A startup called Orson is enlisting AI to help you tell your life story.
Orson’s new platform, StoryShop.ai, enables users to chat with an automated director for a reality-show-style interview, with options designed to gather family stories for future generations, help engaged couples tell the world how they got together, and let coworkers introduce themselves to one another. Then, the system automatically stitches those responses together with music and visuals, with no need for human editing.
“You just have to answer questions,” says founder and CEO John Ehrhard.
Ehrhard, who has decades of experience in the unscripted TV business, says he started the company after realizing that despite his professional background, his home movies were still fairly typical: shots of birthday parties, kids playing sports, and the like. Ehrhard is fully aware of the effort that would generally go into creating something more akin to a documentary, and his company will use AI to handle much of the work, from running interviews to potentially even generating B-roll footage to illustrate stories users tell.

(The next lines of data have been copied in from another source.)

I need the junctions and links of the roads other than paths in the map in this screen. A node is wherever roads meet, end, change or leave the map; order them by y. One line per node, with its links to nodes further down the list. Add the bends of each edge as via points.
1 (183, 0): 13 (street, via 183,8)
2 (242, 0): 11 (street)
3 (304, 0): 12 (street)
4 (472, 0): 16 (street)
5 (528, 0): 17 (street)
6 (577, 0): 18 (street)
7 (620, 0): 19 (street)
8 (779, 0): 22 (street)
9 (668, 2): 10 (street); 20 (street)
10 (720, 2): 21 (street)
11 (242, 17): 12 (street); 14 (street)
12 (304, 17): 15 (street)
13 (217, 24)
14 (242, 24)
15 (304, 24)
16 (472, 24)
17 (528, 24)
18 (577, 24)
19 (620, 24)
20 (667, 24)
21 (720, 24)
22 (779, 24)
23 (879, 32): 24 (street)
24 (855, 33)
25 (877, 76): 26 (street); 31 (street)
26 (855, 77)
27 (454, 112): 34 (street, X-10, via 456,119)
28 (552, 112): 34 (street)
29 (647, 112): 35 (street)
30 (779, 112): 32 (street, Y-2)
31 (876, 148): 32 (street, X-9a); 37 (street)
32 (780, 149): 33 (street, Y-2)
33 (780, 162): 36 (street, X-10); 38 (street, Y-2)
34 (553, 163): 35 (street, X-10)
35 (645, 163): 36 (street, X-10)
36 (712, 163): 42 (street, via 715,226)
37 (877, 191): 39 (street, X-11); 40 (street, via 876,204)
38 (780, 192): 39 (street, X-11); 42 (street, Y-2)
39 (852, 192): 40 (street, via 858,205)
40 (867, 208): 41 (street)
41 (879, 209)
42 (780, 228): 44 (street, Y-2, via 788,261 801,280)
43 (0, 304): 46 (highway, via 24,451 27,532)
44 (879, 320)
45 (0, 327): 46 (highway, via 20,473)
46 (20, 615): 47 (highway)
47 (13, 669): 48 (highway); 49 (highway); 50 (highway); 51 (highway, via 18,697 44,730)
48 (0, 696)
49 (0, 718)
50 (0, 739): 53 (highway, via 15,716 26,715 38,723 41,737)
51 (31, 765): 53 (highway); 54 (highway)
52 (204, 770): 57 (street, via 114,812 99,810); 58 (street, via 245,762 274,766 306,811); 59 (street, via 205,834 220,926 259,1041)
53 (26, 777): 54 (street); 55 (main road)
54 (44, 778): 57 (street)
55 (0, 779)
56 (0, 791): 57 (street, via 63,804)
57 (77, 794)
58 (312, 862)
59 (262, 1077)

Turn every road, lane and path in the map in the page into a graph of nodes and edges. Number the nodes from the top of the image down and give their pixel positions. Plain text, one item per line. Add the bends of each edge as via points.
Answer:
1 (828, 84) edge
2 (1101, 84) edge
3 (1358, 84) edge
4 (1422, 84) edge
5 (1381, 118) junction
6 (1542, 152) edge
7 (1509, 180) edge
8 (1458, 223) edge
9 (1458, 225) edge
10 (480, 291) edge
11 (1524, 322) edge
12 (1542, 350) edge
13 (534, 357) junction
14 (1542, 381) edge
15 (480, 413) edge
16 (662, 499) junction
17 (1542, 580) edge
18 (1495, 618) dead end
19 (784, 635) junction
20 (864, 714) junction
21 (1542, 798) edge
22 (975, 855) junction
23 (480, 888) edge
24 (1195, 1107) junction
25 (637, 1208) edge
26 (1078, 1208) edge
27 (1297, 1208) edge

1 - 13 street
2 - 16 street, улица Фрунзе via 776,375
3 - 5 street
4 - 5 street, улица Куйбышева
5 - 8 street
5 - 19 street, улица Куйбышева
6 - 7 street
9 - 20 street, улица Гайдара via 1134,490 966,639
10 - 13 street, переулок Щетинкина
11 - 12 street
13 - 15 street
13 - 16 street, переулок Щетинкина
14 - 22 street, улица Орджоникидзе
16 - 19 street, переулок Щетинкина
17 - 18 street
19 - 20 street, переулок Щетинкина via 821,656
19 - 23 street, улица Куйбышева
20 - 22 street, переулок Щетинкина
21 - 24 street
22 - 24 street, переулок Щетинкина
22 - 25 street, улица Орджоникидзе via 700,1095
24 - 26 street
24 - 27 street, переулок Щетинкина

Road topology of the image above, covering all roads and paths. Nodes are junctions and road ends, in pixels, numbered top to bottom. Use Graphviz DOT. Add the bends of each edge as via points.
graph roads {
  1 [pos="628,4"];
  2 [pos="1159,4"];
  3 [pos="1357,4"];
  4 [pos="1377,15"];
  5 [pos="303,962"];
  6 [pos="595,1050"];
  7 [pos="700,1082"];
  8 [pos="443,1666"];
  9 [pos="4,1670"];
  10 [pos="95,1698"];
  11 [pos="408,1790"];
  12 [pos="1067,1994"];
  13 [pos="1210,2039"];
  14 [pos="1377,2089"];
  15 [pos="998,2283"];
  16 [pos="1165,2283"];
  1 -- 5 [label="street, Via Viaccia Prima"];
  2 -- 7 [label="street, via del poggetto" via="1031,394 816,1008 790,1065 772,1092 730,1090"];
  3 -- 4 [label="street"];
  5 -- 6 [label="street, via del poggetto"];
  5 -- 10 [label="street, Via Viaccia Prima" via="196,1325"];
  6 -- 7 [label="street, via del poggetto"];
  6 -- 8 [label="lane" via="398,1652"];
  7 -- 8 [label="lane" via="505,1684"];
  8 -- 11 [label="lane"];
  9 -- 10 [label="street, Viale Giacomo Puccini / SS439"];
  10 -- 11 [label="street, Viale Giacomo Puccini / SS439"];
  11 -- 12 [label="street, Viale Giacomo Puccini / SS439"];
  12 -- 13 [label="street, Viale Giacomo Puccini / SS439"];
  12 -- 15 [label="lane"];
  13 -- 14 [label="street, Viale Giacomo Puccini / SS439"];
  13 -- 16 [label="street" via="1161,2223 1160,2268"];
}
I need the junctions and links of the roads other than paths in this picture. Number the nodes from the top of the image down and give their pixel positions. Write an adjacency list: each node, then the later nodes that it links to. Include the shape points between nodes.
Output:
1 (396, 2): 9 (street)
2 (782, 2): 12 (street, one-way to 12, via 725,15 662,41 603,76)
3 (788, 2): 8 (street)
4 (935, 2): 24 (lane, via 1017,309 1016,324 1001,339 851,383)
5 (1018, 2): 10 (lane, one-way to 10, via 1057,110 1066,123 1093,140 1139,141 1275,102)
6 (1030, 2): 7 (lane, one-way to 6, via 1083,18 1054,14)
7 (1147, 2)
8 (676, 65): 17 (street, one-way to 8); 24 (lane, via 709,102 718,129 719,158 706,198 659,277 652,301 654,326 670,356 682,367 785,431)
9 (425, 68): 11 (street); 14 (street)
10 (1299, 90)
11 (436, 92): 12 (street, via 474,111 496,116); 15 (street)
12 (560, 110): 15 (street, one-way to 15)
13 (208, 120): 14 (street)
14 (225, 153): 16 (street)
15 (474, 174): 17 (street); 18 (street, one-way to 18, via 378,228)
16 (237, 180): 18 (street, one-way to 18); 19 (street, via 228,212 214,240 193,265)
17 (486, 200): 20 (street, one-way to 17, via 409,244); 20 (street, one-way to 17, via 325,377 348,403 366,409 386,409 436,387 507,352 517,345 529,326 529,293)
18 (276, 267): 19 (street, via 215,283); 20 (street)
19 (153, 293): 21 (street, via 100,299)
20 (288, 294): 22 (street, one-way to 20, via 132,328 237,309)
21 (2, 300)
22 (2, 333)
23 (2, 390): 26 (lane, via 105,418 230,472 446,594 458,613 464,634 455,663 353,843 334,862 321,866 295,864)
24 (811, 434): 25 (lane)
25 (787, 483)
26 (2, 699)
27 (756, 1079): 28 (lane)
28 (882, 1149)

“This beautiful gift of generative AI fell in our lap,” says Ehrhard.
The platform’s name is, naturally, inspired by celebrated director Orson Welles, and Ehrhard says keeping the human feel is very important to the project, which shapes how the company deploys AI. “Part of the magic of directing is you’re asking people to be very vulnerable and authentic,” he says. “You have to direct people—you can’t just put a piece of text [instructions] up there, and Orson obviously was one of the great directors.”
So far, therefore, the packages available on the StoryShop site still use prerecorded questions from a human director, since autogenerated avatar interviewers can seem stilted and artificial, though Ehrhard aims to find a good solution with AI audio and perhaps a visual component by the end of the year. The company is also training AI models to generate good follow-up questions, since AI chat systems have a tendency to run off on tangents if not properly calibrated.
In general, a mix of technical experts and TV veterans are working on evolving the software and building data sets of sample interviews for AI to learn from—something Ehrhard says doesn’t currently exist, since many of the important interactions aren’t seen in finished shows. The company has also been using the product internally, with employees answering a “Weekly What’s Up” interview question to produce a short video that kicks off Zoom checkins, and new employees and board members watching interviews with colleagues and recording their own in order to get to know each other.
“It helped expedite this chemistry and connection—make everybody feel comfortable,” Ehrhard says.
At present, StoryShop users pay for the site’s video interview products, at prices like $69 for a company getting-to-know-you interview product, and $99 for a wedding couple interview package, which is far cheaper than commissioning a human-directed video. The product also delivers near-instantaneous turnaround time.
In the future, he envisions that some videos might be backed by corporate sponsors or integrated into existing products through deals with StoryShop, like a baby goods company sponsoring interviews with new parents or a genealogy site including interviews with family elders as part of a subscription package. And the product’s AI features will continue to evolve, guided by team members’ experience building television shows.
“The unscripted world of TV is really interesting,” he says. “You don’t know where the story is until you get down the path of it.”